Desembargador Federal MARCUS ABRAHAM, TERCEIRA TURMA
ESPECIALIZADA, julgado em 28/04/2020, unânime; AC/REEX N° 5079696-
64.2019.4.02.5101, Rel. Desembargadora Federal CLÁUDIA NEIVA,
TERCEIRA TURMA ESPECIALIZADA, julgado em 30/06/2020,
unânime; TRF4- TRF4, AC 5016440-86.2019.4.04.7108, SEGUNDA TURMA,
Relatora MARIA DE FÁTIMA FREITAS LABARRÈRE, juntado aos autos em
26/03/2020; AC 5005457-96.2017.4.04.7205, SEGUNDA TURMA, Relator
ANDREI PITTEN VELLOSO, juntado aos autos em 27/09/2018.
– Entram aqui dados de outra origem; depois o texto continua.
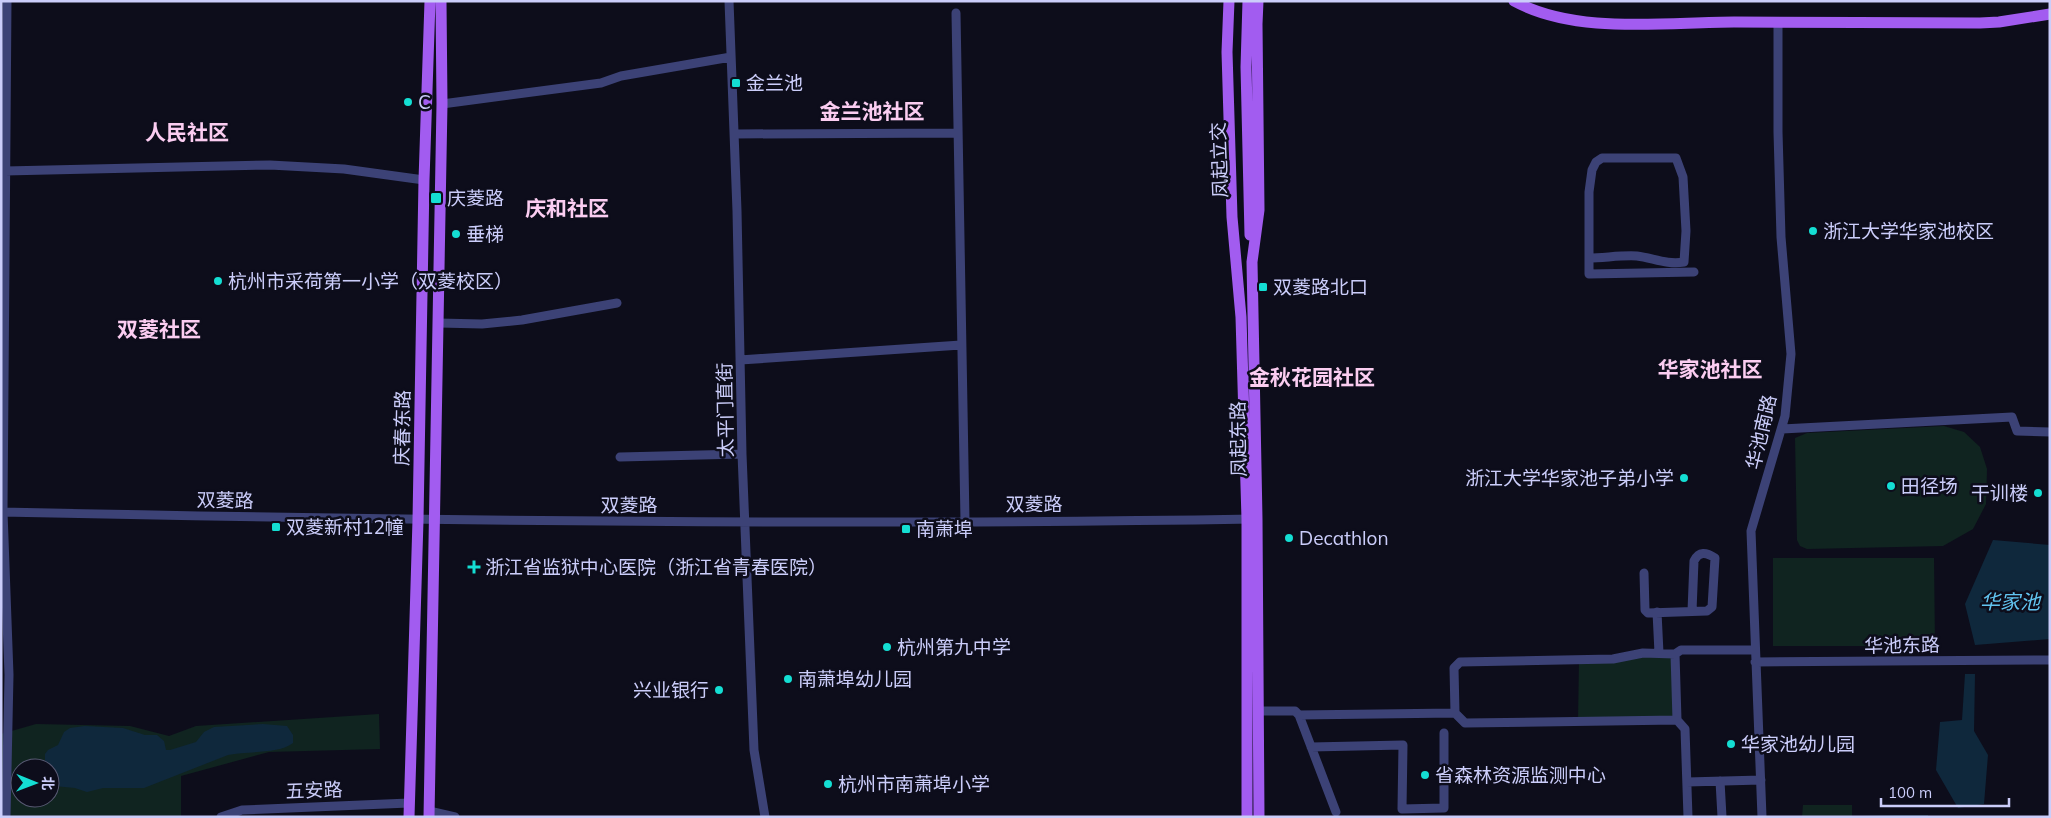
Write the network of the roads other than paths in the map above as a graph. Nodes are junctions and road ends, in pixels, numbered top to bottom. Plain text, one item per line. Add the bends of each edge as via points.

12. Apelação desprovida. Sentença mantida.
ACÓRDÃO
Vistos e relatados estes autos em que são partes as acima indicadas, a Egrégia 3a.
Turma Especializada do Tribunal Regional Federal da 2ª Região decidiu, por
unanimidade, negar provimento à apelação de Cia Sulamericana de Tabacos, nos
termos do voto do Relator, nos termos do relatório, votos e notas de julgamento
que ficam fazendo parte integrante do presente julgado.
Decisão esta que, fora alvo da oposição de Embargos de declaração, sendo mantida, entretanto,
in totum a decisão proferida.
Negativa esta, por sua vez, objeto do presente Recurso Especial.